Wednesday, November 9th

Alex G
LVL UP
Brandon Can’t Dance

$10 adv / $12 dos

Not long after he finished recording Beach Music, his seventh full-length and Domino debut, Alex Giannascoli found himself in unfamiliar territory. “I took the record to a studio,” he says, “to get it mixed and mastered by some pros. But I was really nervous—usually, I’d just do everything myself and then put it out myself. I have this really precise vision and the best understanding of what I want to do.”

Over the course of six self-recorded and mostly self-released LPs, that vision has come to bear in frequently breathtaking, innately melodic forms.
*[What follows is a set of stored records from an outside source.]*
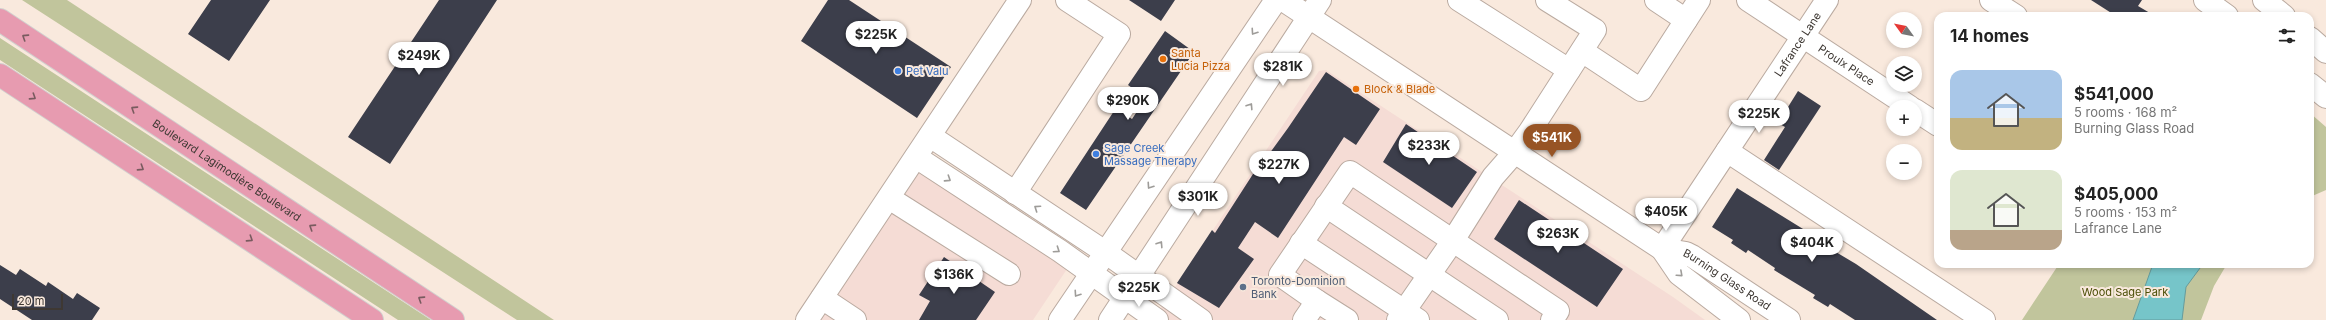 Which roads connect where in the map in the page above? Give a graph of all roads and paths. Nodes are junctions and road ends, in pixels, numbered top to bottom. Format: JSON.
{"nodes":[{"id":1,"x":1020,"y":0,"type":"edge"},
{"id":2,"x":1067,"y":0,"type":"edge"},
{"id":3,"x":1276,"y":0,"type":"edge"},
{"id":4,"x":1283,"y":0,"type":"edge"},
{"id":5,"x":1459,"y":0,"type":"edge"},
{"id":6,"x":1547,"y":0,"type":"edge"},
{"id":7,"x":1656,"y":0,"type":"edge"},
{"id":8,"x":1699,"y":0,"type":"edge"},
{"id":9,"x":1748,"y":0,"type":"edge"},
{"id":10,"x":1827,"y":0,"type":"edge"},
{"id":11,"x":1992,"y":0,"type":"edge"},
{"id":12,"x":2264,"y":0,"type":"edge"},
{"id":13,"x":1314,"y":8,"type":"edge"},
{"id":14,"x":2010,"y":12,"type":"edge"},
{"id":15,"x":2279,"y":12,"type":"edge"},
{"id":16,"x":0,"y":20,"type":"edge"},
{"id":17,"x":1686,"y":20,"type":"junction"},
{"id":18,"x":1803,"y":38,"type":"junction"},
{"id":19,"x":2314,"y":42,"type":"edge"},
{"id":20,"x":1582,"y":52,"type":"junction"},
{"id":21,"x":2326,"y":52,"type":"edge"},
{"id":22,"x":1569,"y":70,"type":"junction"},
{"id":23,"x":0,"y":75,"type":"edge"},
{"id":24,"x":2314,"y":87,"type":"edge"},
{"id":25,"x":2326,"y":97,"type":"edge"},
{"id":26,"x":1899,"y":100,"type":"edge"},
{"id":27,"x":1922,"y":115,"type":"edge"},
{"id":28,"x":1934,"y":122,"type":"edge"},
{"id":29,"x":930,"y":136,"type":"junction"},
{"id":30,"x":1727,"y":151,"type":"junction"},
{"id":31,"x":1514,"y":153,"type":"junction"},
{"id":32,"x":916,"y":157,"type":"junction"},
{"id":33,"x":1014,"y":193,"type":"junction"},
{"id":34,"x":889,"y":198,"type":"junction"},
{"id":35,"x":1326,"y":206,"type":"junction"},
{"id":36,"x":1452,"y":242,"type":"junction"},
{"id":37,"x":1301,"y":243,"type":"junction"},
{"id":38,"x":1662,"y":249,"type":"junction"},
{"id":39,"x":1105,"y":252,"type":"junction"},
{"id":40,"x":1091,"y":273,"type":"junction"},
{"id":41,"x":1009,"y":274,"type":"dead end"},
{"id":42,"x":1429,"y":275,"type":"junction"},
{"id":43,"x":1139,"y":277,"type":"junction"},
{"id":44,"x":1125,"y":297,"type":"junction"},
{"id":45,"x":822,"y":298,"type":"junction"},
{"id":46,"x":1317,"y":301,"type":"junction"},
{"id":47,"x":1407,"y":317,"type":"edge"},
{"id":48,"x":372,"y":320,"type":"edge"},
{"id":49,"x":453,"y":320,"type":"edge"},
{"id":50,"x":807,"y":320,"type":"edge"},
{"id":51,"x":855,"y":320,"type":"edge"},
{"id":52,"x":1060,"y":320,"type":"edge"},
{"id":53,"x":1110,"y":320,"type":"edge"},
{"id":54,"x":1157,"y":320,"type":"edge"},
{"id":55,"x":1201,"y":320,"type":"edge"},
{"id":56,"x":1304,"y":320,"type":"edge"},
{"id":57,"x":1347,"y":320,"type":"edge"},
{"id":58,"x":1497,"y":320,"type":"edge"},
{"id":59,"x":1552,"y":320,"type":"edge"},
{"id":60,"x":1739,"y":320,"type":"edge"},
{"id":61,"x":1789,"y":320,"type":"edge"},
{"id":62,"x":1984,"y":320,"type":"edge"}],
"edges":[{"from":1,"to":29,"type":"street"},
{"from":2,"to":33,"type":"street"},
{"from":3,"to":39,"type":"street","one_way":true},
{"from":4,"to":13,"type":"street","name":"Burning Glass Road"},
{"from":5,"to":22,"type":"street"},
{"from":6,"to":20,"type":"street"},
{"from":7,"to":17,"type":"street"},
{"from":8,"to":17,"type":"street"},
{"from":9,"to":18,"type":"street","name":"Proulx Place"},
{"from":10,"to":18,"type":"street","name":"Lafrance Lane"},
{"from":11,"to":14,"type":"street"},
{"from":12,"to":15,"type":"street"},
{"from":13,"to":31,"type":"street","name":"Burning Glass Road"},
{"from":43,"to":13,"type":"street","one_way":true},
{"from":49,"to":16,"type":"main road","name":"Boulevard Lagimodière Boulevard","one_way":true},
{"from":17,"to":20,"type":"street"},
{"from":18,"to":26,"type":"street","name":"Proulx Place"},
{"from":18,"to":30,"type":"street","name":"Lafrance Lane"},
{"from":19,"to":21,"type":"street"},
{"from":20,"to":22,"type":"street"},
{"from":22,"to":31,"type":"street"},
{"from":23,"to":48,"type":"main road","one_way":true},
{"from":24,"to":25,"type":"street"},
{"from":27,"to":28,"type":"street"},
{"from":29,"to":32,"type":"street"},
{"from":29,"to":33,"type":"street"},
{"from":30,"to":38,"type":"street","name":"Lafrance Lane"},
{"from":30,"to":62,"type":"street"},
{"from":31,"to":36,"type":"street"},
{"from":31,"to":38,"type":"street","name":"Burning Glass Road"},
{"from":32,"to":34,"type":"street"},
{"from":32,"to":40,"type":"street","one_way":true},
{"from":39,"to":33,"type":"street","one_way":true},
{"from":34,"to":41,"type":"street"},
{"from":34,"to":45,"type":"street"},
{"from":35,"to":36,"type":"street"},
{"from":35,"to":37,"type":"street"},
{"from":35,"to":42,"type":"street"},
{"from":36,"to":42,"type":"street"},
{"from":36,"to":59,"type":"street"},
{"from":37,"to":46,"type":"street"},
{"from":37,"to":47,"type":"street"},
{"from":38,"to":60,"type":"street","name":"Burning Glass Road","one_way":true},
{"from":38,"to":61,"type":"street","name":"Burning Glass Road"},
{"from":39,"to":40,"type":"street"},
{"from":39,"to":43,"type":"street"},
{"from":40,"to":44,"type":"street"},
{"from":40,"to":52,"type":"street","one_way":true},
{"from":42,"to":47,"type":"street"},
{"from":42,"to":58,"type":"street"},
{"from":43,"to":44,"type":"street"},
{"from":43,"to":55,"type":"street"},
{"from":44,"to":53,"type":"street"},
{"from":44,"to":54,"type":"street"},
{"from":45,"to":50,"type":"street"},
{"from":45,"to":51,"type":"street"},
{"from":46,"to":56,"type":"street"},
{"from":46,"to":57,"type":"street"}]}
As Alex G, the Philadelphian singer-songwriter has built and feverishly shared a body of work unassuming in its presentation but astounding in its depth, a stream of recordings so rich and expansive that settling on a favorite song is nearly impossible: The moment you finally choose one, you discover another you hadn’t heard yet.

Beach Music was written and recorded in Giannascoli’s apartment, between the Fall of 2014 and the Spring of 2015, during breaks from touring with the likes of Elvis Depressedly, Cymbals Eat Guitars, and Gardens & Villa. While its predecessors often came in uninterrupted bursts—from his head to his Bandcamp page in a matter of hours and days—Beach Music was shaped in part by Giannascoli adapting to life as a touring musician. Songs were written within months of one another rather than all at once, with influences ranging from noise music to piano-based laments to Southern rock to the rhythmic focus of techno—whatever he happened to be most interested in at the time. “Every song is coming from a different place,” he says. “It branches off in all these directions, but it has its own sound. It’s not something I do intentionally, but I’m the common thread.”

The result is Giannascoli’s most cohesive and beautiful work to date, as heard in the iridescent guitars of “Bug,” the starlit whispers of “Mud,” and the singularly strange harmonics of “Brite Boy.” Some feature parts of songs that he began writing as a kid; all are haunting additions to a songbook whose rewards continue to evolve and multiply with every listen. “I wanted this album to sound really warm and unpretentious and unfiltered,” he says. “I wanted to make music that was completely honest, music that was coming really naturally to me. I don’t know what or who I am if I’m not writing songs.”